Less Than Admirable Motives.
Why do we have such a hard time as parents placing limits on electronics and activities?
Both can appeal to parents for less than admirable reasons. Both can serve as a babysitter or a diversion.
But the appeal of activities extends even farther, to our very identity as parents. We actually want to be labeled “soccer mom” on rhinestone-studded tee shirts and coffee mugs. We carefully arrange our car decals so every identity marker is announced. The thought of removing or withholding our child from an activity threatens the very way we view ourselves.
Maybe our view needs to adjust to something a bit higher. Families that prioritize Sabbath fix their eyes on, and find their identity in, Christ, recognizing their greatest potential for missed opportunity lies not in neglecting activities, but in neglecting time — lots of it — spent together as a family in worship, rest and community with each other.

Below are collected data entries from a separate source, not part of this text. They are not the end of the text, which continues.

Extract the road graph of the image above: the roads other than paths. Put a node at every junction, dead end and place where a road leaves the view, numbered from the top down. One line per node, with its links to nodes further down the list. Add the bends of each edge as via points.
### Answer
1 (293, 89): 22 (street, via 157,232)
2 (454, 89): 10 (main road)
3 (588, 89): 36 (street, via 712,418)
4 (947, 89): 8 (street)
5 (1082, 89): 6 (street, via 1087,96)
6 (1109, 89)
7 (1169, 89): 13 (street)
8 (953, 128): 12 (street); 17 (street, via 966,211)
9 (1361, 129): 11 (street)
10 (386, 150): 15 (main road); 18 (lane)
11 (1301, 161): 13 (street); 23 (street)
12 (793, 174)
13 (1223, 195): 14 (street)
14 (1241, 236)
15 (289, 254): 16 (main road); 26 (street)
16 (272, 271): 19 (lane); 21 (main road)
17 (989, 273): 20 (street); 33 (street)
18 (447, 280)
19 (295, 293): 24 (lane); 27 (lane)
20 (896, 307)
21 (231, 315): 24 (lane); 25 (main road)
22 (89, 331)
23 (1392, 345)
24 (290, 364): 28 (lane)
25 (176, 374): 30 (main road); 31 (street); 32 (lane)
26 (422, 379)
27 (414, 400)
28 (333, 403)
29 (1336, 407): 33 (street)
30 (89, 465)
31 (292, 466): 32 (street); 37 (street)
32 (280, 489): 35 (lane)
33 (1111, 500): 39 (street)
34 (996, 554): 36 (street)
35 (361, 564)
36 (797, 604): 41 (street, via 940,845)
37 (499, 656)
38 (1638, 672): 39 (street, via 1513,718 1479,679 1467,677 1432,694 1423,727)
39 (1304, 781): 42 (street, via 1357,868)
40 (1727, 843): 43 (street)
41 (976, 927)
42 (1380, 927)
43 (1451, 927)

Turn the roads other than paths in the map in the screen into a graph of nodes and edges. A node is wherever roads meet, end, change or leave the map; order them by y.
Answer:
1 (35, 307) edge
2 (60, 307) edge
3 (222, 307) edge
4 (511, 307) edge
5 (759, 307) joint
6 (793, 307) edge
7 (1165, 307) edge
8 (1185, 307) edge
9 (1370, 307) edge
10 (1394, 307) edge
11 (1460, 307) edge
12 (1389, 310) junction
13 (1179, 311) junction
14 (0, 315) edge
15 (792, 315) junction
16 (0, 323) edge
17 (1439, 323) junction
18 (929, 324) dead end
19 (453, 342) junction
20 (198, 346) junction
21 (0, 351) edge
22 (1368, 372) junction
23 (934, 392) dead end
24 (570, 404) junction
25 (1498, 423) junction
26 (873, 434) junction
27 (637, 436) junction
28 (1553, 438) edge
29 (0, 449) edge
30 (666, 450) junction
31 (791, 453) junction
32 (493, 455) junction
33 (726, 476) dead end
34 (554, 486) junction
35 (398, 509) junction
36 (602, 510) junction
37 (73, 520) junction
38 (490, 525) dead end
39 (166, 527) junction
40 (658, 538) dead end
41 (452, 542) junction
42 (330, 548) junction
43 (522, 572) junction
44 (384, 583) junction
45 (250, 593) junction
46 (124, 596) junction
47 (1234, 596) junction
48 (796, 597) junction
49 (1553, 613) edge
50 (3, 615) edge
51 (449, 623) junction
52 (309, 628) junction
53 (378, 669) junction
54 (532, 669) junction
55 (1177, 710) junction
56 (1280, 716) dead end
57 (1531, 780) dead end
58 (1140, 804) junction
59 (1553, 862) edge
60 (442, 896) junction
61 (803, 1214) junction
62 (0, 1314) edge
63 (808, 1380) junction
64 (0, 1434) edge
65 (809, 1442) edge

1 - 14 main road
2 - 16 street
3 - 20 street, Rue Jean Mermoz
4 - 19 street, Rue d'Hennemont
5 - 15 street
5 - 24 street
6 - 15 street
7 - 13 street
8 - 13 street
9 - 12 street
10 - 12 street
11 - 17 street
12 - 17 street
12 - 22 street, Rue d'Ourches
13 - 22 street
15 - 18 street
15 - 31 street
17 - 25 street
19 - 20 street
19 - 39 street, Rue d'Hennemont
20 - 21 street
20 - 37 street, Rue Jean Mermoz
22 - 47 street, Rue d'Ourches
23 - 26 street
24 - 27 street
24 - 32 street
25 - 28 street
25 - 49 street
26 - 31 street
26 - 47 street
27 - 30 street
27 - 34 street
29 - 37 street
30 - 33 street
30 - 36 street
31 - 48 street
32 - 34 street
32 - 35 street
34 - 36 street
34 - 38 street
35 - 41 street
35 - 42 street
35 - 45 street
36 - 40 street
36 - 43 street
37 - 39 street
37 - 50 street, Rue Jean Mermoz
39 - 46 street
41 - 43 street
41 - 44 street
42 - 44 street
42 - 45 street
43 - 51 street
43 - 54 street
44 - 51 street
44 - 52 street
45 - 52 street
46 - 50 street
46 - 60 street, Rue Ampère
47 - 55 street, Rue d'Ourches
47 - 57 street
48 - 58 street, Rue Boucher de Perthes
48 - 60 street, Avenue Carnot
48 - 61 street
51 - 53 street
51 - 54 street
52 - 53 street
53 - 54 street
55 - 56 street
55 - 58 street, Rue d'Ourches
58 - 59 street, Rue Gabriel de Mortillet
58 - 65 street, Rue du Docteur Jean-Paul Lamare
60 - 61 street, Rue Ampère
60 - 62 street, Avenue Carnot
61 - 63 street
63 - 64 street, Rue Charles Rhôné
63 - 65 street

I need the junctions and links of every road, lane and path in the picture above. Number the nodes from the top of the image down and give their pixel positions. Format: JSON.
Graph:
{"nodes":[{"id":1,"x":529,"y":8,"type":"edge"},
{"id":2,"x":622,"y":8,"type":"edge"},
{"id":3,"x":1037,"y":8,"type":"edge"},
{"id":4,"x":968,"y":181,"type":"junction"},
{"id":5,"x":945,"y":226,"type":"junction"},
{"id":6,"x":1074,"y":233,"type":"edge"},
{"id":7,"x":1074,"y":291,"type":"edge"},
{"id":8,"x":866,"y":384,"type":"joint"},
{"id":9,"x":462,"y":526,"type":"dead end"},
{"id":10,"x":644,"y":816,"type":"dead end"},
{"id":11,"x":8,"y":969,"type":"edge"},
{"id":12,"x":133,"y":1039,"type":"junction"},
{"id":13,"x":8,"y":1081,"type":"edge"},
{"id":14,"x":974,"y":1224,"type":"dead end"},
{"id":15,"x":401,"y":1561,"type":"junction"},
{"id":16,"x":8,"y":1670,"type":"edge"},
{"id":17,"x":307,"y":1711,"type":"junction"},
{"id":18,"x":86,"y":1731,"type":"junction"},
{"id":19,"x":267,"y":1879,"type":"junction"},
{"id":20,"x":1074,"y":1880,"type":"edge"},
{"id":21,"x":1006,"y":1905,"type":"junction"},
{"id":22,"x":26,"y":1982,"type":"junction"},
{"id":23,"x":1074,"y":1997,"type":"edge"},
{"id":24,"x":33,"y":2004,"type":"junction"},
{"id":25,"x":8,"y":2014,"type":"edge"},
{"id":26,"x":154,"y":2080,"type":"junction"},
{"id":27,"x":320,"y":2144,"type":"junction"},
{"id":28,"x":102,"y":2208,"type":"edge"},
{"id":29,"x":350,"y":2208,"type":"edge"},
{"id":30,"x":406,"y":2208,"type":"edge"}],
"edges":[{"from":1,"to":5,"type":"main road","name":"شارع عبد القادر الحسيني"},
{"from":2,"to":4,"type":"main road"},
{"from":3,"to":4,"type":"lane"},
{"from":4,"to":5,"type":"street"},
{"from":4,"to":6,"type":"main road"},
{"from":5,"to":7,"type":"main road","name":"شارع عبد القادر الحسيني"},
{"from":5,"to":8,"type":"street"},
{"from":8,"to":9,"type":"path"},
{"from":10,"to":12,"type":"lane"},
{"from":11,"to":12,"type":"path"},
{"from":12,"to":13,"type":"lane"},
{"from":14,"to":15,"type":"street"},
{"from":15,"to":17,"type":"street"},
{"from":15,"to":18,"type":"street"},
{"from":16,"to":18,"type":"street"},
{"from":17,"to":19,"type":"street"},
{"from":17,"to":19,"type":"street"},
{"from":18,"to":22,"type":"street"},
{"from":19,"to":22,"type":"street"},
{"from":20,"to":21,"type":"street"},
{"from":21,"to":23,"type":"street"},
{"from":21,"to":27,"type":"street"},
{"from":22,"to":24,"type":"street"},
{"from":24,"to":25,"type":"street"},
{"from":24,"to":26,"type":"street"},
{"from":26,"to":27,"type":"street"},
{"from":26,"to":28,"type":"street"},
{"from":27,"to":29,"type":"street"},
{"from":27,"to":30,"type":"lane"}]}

God forbid we value the discipline of a sport more than the discipline of Christian living.
Both require great application of time and effort, but one is worth far more than the other. Because time is our most limited resource, how we allocate it reveals much about our hearts.
Our time usage should look radically different than that of the unbelieving family. We must leave time for slow afternoons, for evening meals where we pray together and share our faith and struggles, for Sunday mornings of shared worship.
God ordains Sabbath for our good and for his glory. May our homes be places where Sabbath rest is jealously guarded, that in all things God might have pre-eminence — even our schedules.
Ephesians 5:15-17: See then that you walk circumspectly, not as fools but as wise, redeeming the time, because the days are evil. Therefore do not be unwise, but understand what the will of the Lord is.